*WHAT TO PRODUCE*
Copy each line of the entries below that contains the string "nodes".
--- DATA RECORDS ---
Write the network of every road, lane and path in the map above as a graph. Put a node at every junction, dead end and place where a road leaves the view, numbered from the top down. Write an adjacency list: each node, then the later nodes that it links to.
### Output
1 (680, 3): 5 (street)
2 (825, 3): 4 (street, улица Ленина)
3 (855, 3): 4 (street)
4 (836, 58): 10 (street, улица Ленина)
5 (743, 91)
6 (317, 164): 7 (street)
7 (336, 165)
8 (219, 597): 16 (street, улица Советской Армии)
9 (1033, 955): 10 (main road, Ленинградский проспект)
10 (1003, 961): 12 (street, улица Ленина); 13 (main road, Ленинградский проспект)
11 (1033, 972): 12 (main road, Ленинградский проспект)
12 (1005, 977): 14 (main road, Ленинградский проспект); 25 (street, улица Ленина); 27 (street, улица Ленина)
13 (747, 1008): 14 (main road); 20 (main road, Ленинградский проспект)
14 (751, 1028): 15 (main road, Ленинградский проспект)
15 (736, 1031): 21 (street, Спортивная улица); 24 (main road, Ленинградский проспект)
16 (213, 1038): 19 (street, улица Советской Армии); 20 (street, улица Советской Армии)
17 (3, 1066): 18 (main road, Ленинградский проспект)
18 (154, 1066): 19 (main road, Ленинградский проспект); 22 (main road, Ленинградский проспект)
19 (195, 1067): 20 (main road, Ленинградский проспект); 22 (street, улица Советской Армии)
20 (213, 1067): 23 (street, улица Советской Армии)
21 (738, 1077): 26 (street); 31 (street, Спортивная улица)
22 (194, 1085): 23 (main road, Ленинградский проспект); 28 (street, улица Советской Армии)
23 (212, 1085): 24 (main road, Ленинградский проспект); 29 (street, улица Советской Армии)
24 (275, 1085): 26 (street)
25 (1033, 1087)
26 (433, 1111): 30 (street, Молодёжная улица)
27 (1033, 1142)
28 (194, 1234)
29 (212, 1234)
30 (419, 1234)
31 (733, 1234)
---
--- DATA RECORDS ---
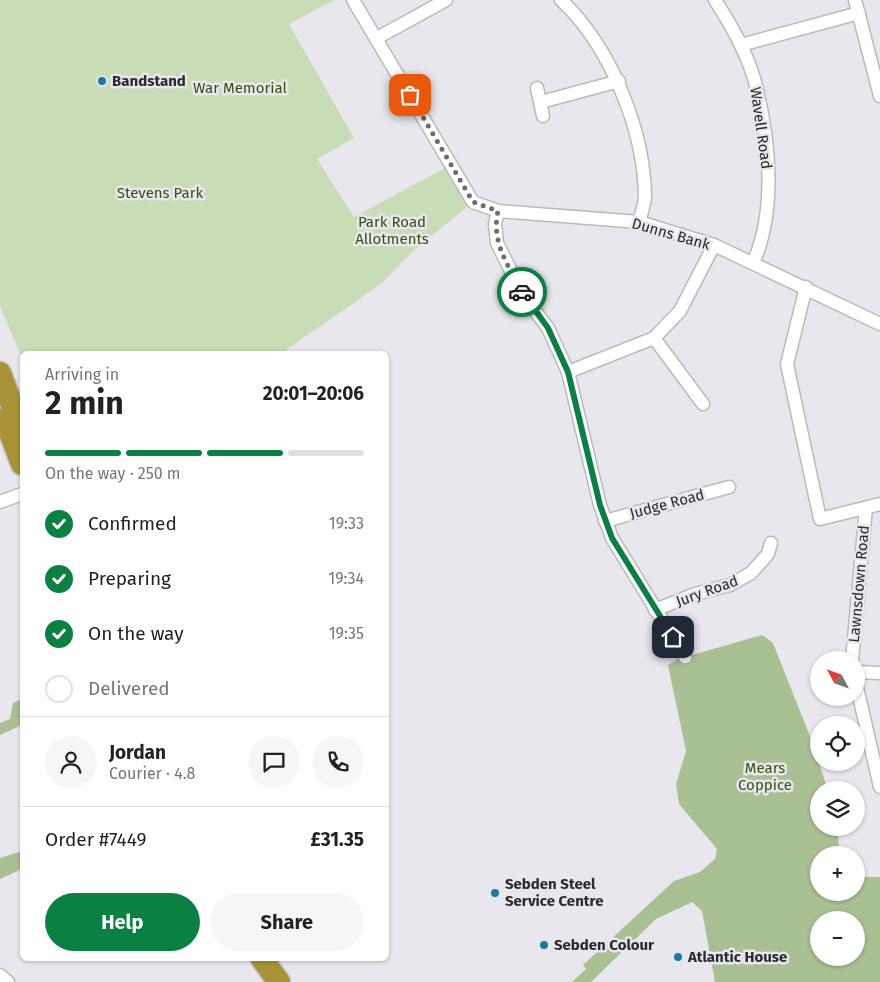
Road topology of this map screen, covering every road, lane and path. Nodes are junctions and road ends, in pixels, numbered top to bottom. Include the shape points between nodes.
---
*ANSWER TO THIS PROBLEM*
Write the network of every road, lane and path in the map above as a graph. Put a node at every junction, dead end and place where a road leaves the view, numbered from the top down. Write an adjacency list: each node, then the later nodes that it links to.
Road topology of this map screen, covering every road, lane and path. Nodes are junctions and road ends, in pixels, numbered top to bottom. Include the shape points between nodes.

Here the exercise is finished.